We cut our stay in Miami a day short, rescheduled our flight and left Miami Thursday morning at 10 AM, less than 48 hours after my prostate cancer surgery. Between the 3-hour flight to Houston and the drive on both ends, we did not get home until 5 PM. It was kind of an endurance test. Dr. Krongrad gave me some good advice for the flight. I thought I was going to be clever with my buddy Foley and not drink much liquid the couple of hours before the flight. This way I would minimize the risk of exposing Foley to the passengers. Dr. K told me, no, you need to hydrate yourself before and during the flight. He said airplanes are notorious dehydrators. Also, he said that as soon as the captain turned off the "Fasten Your Seat Belt" sign, I needed to get up and walk around and then get up again several times during the flight.
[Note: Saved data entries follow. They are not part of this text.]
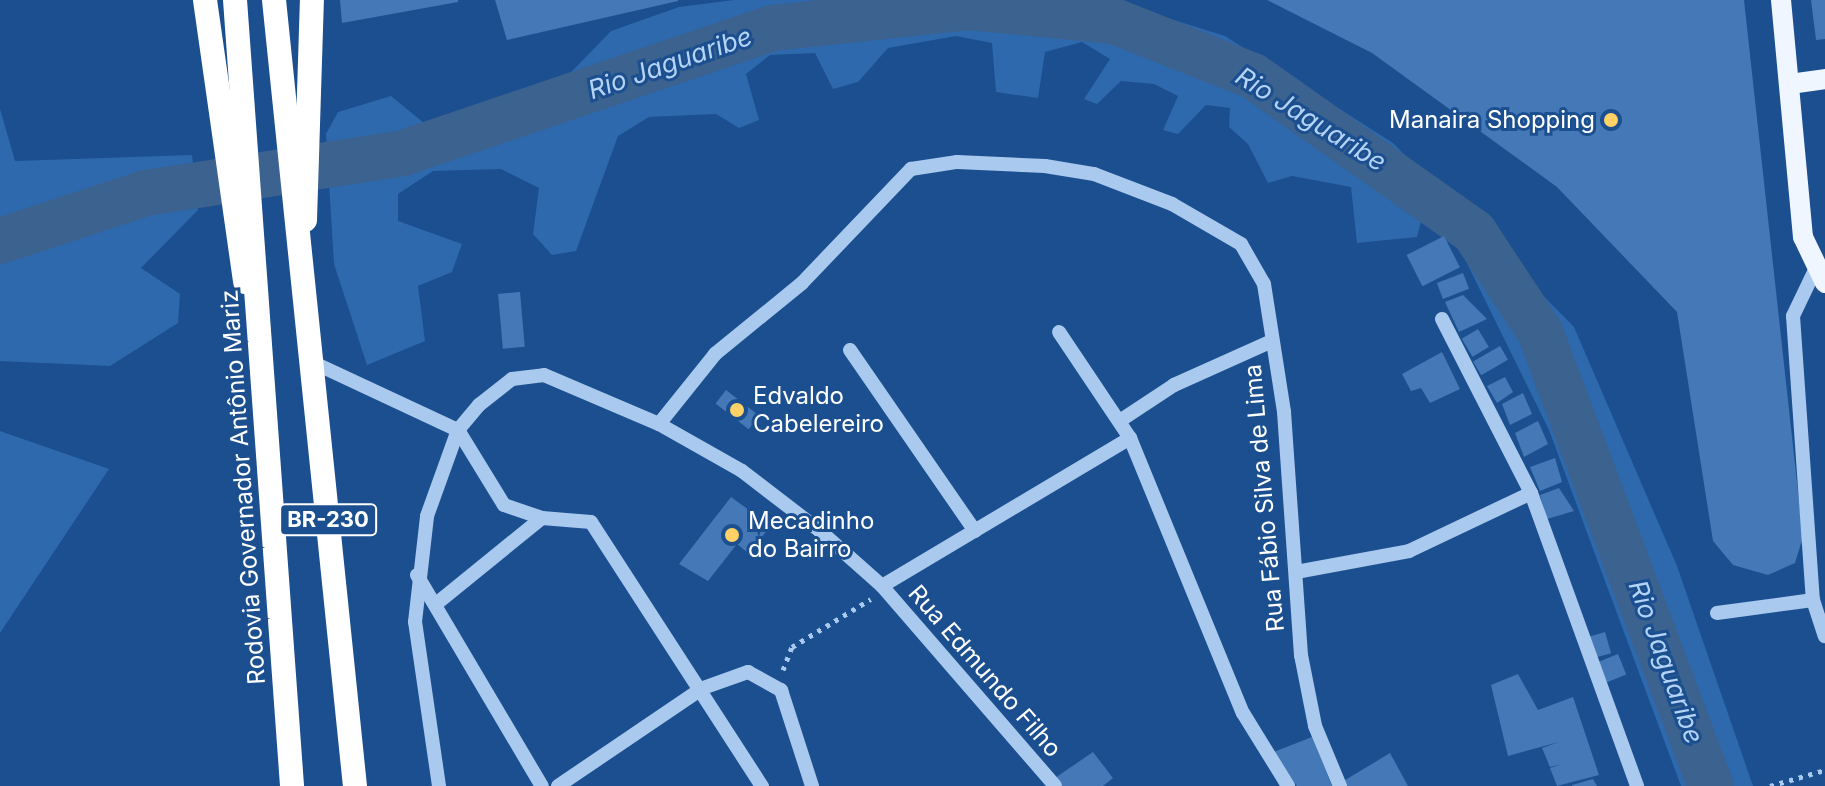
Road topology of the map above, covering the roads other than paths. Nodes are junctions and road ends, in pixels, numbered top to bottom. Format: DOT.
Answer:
graph roads {
  1 [pos="205,0"];
  2 [pos="235,0"];
  3 [pos="274,0"];
  4 [pos="312,0"];
  5 [pos="1781,0"];
  6 [pos="1825,79"];
  7 [pos="1790,84"];
  8 [pos="296,142"];
  9 [pos="235,147"];
  10 [pos="301,255"];
  11 [pos="248,256"];
  12 [pos="1820,276"];
  13 [pos="1442,319"];
  14 [pos="1059,332"];
  15 [pos="1272,341"];
  16 [pos="850,350"];
  17 [pos="312,362"];
  18 [pos="1121,420"];
  19 [pos="659,424"];
  20 [pos="458,430"];
  21 [pos="1130,438"];
  22 [pos="1531,493"];
  23 [pos="542,518"];
  24 [pos="975,531"];
  25 [pos="1296,572"];
  26 [pos="416,574"];
  27 [pos="882,586"];
  28 [pos="1813,600"];
  29 [pos="436,604"];
  30 [pos="1717,613"];
  31 [pos="1825,636"];
  32 [pos="703,688"];
  33 [pos="292,786"];
  34 [pos="355,786"];
  35 [pos="439,786"];
  36 [pos="542,786"];
  37 [pos="558,786"];
  38 [pos="762,786"];
  39 [pos="812,786"];
  40 [pos="1055,786"];
  41 [pos="1288,786"];
  42 [pos="1340,786"];
  43 [pos="1637,786"];
  1 -- 9 [label="highway"];
  2 -- 9 [label="highway, BR-230"];
  3 -- 8 [label="highway"];
  4 -- 8 [label="highway"];
  5 -- 7 [label="main road"];
  6 -- 7 [label="main road"];
  7 -- 12 [label="main road"];
  8 -- 10 [label="highway"];
  8 -- 10 [label="highway"];
  9 -- 11 [label="highway"];
  9 -- 11 [label="highway, Rodovia Governador Antônio Mariz / BR-230"];
  10 -- 17 [label="highway, BR-230"];
  11 -- 33 [label="highway, Rodovia Governador Antônio Mariz / BR-230"];
  12 -- 28 [label="street"];
  13 -- 22 [label="street"];
  14 -- 18 [label="street"];
  15 -- 18 [label="street"];
  15 -- 19 [label="street, Rua Fábio Silva de Lima"];
  15 -- 25 [label="street, Rua Fábio Silva de Lima"];
  16 -- 24 [label="street"];
  17 -- 20 [label="street"];
  17 -- 34 [label="highway, BR-230"];
  18 -- 21 [label="street"];
  19 -- 20 [label="street, Rua Edmundo Filho"];
  19 -- 27 [label="street, Rua Edmundo Filho"];
  20 -- 23 [label="street"];
  20 -- 26 [label="street"];
  21 -- 24 [label="street"];
  21 -- 41 [label="street"];
  22 -- 25 [label="street"];
  22 -- 43 [label="street"];
  23 -- 29 [label="street"];
  23 -- 32 [label="street"];
  24 -- 27 [label="street"];
  25 -- 42 [label="street, Rua Fábio Silva de Lima"];
  26 -- 29 [label="street"];
  26 -- 35 [label="street"];
  27 -- 40 [label="street, Rua Edmundo Filho"];
  28 -- 30 [label="street"];
  28 -- 31 [label="street"];
  29 -- 36 [label="street"];
  32 -- 37 [label="street"];
  32 -- 38 [label="street"];
  32 -- 39 [label="street"];
}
Over the next few days, I became obsessed with saying goodbye to Foley. At home, I was able to get better sleep: a couple of hours in bed, then a couple of hours sitting up in a recliner, then back to bed.
One week after LRP, with Foley still an intimate part of me, I awoke in the morning to discover my plumbing still worked. It was a little uncomfortable but I was ecstatic that the message was getting through.
Finally, the anticipated day arrived and I said my farewells to Foley. I had my primary doctor do the honors. I took an adult diaper to his office. Prior to removing Foley, the doctor asked if his nurse could watch, as she had never seen this done. I said heck no, bring the whole waiting room in, at this point there is no limit to what my vanity can abide.
Gay and I went to our favorite Mexican restaurant to celebrate. I pigged out and drank lots of water. Before leaving the restaurant, I went to the men's room to check things out. To my surprise, there were no leaks. Then I peed like a racehorse, stopped the flow, then peed again, all under my control.
Once we got home, at first I took the diaper off and inserted a pad. After an hour, there were no leaks. So, I took the pad out and have not used anything since. This was more than we could have dreamed about. I was 100% continent immediately. Tighter than a tick.
Two weeks after LRP, I worked 40 hours. The photo you see is me two weeks post-op.
Gay and I could not be happier with the whole experience and particularly the outcome. We feel blessed to have found Dr. Krongrad. Obviously, we are sold on the LRP procedure. More importantly, we are sold on Dr. Krongrad's skill and the caring manner with which he and his staff carry out their mission.
Good luck on your journey.
# # # John's 8-year update # # #
It’s been 8 years since Dr. Krongrad performed LRP on me. I’m still cancer free and my plumbing still works good as ever. So grateful I found Dr K back in 2003 when LRP was not as readily available as it is today.